Type	Structure	Best for	Used in
B-tree / B+ tree	Sorted balanced tree	Equality + range queries, ORDER BY	PostgreSQL, MySQL, SQLite, Oracle
Hash	Hash table	Equality lookups only	PostgreSQL (explicit), MySQL MEMORY
Bitmap	One bit-array per distinct value	Low-cardinality analytical queries	Oracle, columnar stores
GIN / Inverted	Token → document set	Full-text search, JSONB, arrays	PostgreSQL GIN
GiST / R-tree	Bounding-box tree	Spatial/geometric queries	PostGIS, MySQL spatial
Vector (HNSW/IVF)	Approximate graph / cluster	Nearest-neighbour embeddings	pgvector, Pinecone, Qdrant

Key concepts:

• Clustered (primary) index — the table’s data rows are physically stored in index order. In MySQL/InnoDB, the primary key is always clustered. A clustered index makes range scans on the primary key very fast.
• Non-clustered (secondary) index — stores index key + pointer (row ID / primary key value). Requires a second lookup to fetch the full row (“heap fetch” in PostgreSQL, “bookmark lookup” in SQL Server). Index-only scans avoid this if the index covers all requested columns.
• Covering index — an index that includes all columns a query needs; the heap fetch can be skipped. CREATE INDEX idx ON orders(customer_id, created_at) INCLUDE (total) covers SELECT created_at, total FROM orders WHERE customer_id = ?.
• Partial index — indexes only a subset of rows matching a condition. CREATE INDEX idx ON users(email) WHERE active = TRUE — smaller, faster, doesn’t index inactive users.
• Composite index — multiple columns. Column order matters: (country, created_at) answers WHERE country = ? AND created_at > ? but not WHERE created_at > ? alone (the leftmost column must be constrained first).

Index costs:

• Write amplification — every INSERT/UPDATE/DELETE must update each relevant index. A table with 10 indexes has 10× the write cost of an unindexed one.
• Storage — a B-tree index on a TEXT column can equal or exceed the table’s own size.
• Maintenance — B-tree pages fragment over time from updates; REINDEX or VACUUM FULL reclaims space. LSM-based storage (RocksDB) uses compaction instead.

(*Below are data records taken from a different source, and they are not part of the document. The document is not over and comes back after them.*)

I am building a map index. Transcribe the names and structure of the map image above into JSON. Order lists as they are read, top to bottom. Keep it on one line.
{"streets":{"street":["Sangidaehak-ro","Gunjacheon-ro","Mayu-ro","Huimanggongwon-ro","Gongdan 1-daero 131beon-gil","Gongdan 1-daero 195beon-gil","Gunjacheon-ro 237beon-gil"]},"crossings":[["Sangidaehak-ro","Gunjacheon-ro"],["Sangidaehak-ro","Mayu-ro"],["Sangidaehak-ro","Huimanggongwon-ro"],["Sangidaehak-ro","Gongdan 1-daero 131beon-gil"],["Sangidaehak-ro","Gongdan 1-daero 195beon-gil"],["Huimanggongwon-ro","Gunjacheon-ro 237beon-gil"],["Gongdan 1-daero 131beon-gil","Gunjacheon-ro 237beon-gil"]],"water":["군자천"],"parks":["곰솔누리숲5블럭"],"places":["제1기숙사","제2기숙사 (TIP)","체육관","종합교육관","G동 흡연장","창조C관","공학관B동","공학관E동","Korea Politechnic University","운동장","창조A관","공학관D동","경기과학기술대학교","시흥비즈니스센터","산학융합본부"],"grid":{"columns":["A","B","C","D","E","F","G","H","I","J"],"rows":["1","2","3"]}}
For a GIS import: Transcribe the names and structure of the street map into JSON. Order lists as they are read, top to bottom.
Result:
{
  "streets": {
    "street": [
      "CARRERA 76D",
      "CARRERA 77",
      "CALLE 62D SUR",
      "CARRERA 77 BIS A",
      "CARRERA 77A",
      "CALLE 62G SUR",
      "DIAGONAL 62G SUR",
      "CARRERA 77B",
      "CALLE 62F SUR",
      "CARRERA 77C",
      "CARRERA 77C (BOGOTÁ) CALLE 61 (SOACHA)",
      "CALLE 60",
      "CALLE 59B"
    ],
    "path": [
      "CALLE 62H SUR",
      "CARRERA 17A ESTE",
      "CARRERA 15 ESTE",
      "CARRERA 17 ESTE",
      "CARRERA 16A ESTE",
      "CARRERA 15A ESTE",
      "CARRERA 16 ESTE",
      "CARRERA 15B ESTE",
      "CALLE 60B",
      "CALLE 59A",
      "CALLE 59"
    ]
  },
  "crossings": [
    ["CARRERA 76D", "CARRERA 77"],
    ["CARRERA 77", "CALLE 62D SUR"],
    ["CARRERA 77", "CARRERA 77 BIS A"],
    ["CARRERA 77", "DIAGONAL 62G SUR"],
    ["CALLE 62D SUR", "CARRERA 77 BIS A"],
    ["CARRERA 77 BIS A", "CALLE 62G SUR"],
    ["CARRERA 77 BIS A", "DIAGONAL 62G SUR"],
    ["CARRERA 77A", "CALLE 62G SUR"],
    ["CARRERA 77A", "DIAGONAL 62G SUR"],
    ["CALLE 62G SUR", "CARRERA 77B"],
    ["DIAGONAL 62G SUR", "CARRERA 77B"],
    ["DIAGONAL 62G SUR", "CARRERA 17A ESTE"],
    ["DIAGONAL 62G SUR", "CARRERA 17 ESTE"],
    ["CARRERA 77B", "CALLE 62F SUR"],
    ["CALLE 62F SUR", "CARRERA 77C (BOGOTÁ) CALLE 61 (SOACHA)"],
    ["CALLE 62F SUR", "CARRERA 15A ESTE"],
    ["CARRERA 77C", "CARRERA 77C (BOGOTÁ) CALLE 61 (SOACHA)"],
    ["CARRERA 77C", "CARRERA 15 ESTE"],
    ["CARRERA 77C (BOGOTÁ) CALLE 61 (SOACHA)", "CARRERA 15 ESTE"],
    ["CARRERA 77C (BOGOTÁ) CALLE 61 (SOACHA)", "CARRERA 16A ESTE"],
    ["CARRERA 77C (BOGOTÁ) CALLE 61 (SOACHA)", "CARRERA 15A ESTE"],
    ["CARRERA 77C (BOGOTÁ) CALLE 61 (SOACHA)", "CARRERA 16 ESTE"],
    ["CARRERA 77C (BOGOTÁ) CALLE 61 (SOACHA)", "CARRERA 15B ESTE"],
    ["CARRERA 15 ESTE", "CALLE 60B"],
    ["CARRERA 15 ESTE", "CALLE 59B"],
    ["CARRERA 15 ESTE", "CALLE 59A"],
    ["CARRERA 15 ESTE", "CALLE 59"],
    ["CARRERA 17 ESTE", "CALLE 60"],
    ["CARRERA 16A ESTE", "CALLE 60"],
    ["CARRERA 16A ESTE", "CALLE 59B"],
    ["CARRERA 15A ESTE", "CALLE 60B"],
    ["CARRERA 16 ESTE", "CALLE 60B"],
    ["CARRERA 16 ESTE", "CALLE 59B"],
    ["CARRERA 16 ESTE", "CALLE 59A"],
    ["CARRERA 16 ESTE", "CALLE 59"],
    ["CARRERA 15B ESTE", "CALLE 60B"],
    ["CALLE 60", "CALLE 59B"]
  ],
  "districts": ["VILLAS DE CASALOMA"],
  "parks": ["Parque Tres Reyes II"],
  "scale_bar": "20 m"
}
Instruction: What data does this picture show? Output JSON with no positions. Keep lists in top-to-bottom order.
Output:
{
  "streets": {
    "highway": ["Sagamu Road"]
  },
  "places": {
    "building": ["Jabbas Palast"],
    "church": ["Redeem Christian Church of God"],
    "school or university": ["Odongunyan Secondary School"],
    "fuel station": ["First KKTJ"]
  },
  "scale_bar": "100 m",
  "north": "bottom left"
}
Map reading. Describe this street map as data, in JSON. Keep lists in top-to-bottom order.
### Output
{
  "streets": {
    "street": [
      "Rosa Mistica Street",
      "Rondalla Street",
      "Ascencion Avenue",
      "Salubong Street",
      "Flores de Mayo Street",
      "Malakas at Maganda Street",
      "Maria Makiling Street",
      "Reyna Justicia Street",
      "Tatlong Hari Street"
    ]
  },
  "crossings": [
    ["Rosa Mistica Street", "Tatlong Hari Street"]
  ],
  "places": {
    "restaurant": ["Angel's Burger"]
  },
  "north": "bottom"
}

The art is picking exactly the indexes your queries need and no more. A single composite index on (customer_id, created_at) can answer many queries; ten single-column indexes often serve none of them well.

Under the Hood

How a B-tree index works at the page level — each node is a disk page (~8 KB), holding many keys:

#!/usr/bin/env python3
"""Simplified B-tree index lookup simulation."""

import math

class BTreeNode:
    def __init__(self, keys, children=None, is_leaf=False):
        self.keys     = keys
        self.children = children or []
        self.is_leaf  = is_leaf

    def search(self, target):
        """Find the child subtree or leaf entry for target."""
        for i, k in enumerate(self.keys):
            if target <= k:
                return i, k
        return len(self.keys), None

def btree_lookup(root, target, depth=0):
    """Walk from root to leaf, counting node accesses (disk reads)."""
    node = root
    reads = 0

    while True:
        reads += 1  # one disk read per node
        i, key = node.search(target)

        if node.is_leaf:
            found = key == target
            print(f"  {'  ' * depth}Leaf: keys={node.keys[:5]}...  "
                  f"target={target} → {'FOUND' if found else 'NOT FOUND'}")
            return found, reads

        print(f"  {'  ' * depth}Node level {depth}: keys={node.keys}  → descend to child[{i}]")
        node = node.children[i]
        depth += 1

# Build a tiny 3-level B-tree (order 4: up to 4 keys per node)
leaves = [
    BTreeNode([100, 200, 300, 400], is_leaf=True),
    BTreeNode([500, 600, 700, 800], is_leaf=True),
    BTreeNode([900, 1000, 1100, 1200], is_leaf=True),
    BTreeNode([1300, 1400, 1500, 1600], is_leaf=True),
]
mid = [
    BTreeNode([400, 800], children=[leaves[0], leaves[1]]),
    BTreeNode([1200, 1600], children=[leaves[2], leaves[3]]),
]
root = BTreeNode([800], children=[mid[0], mid[1]])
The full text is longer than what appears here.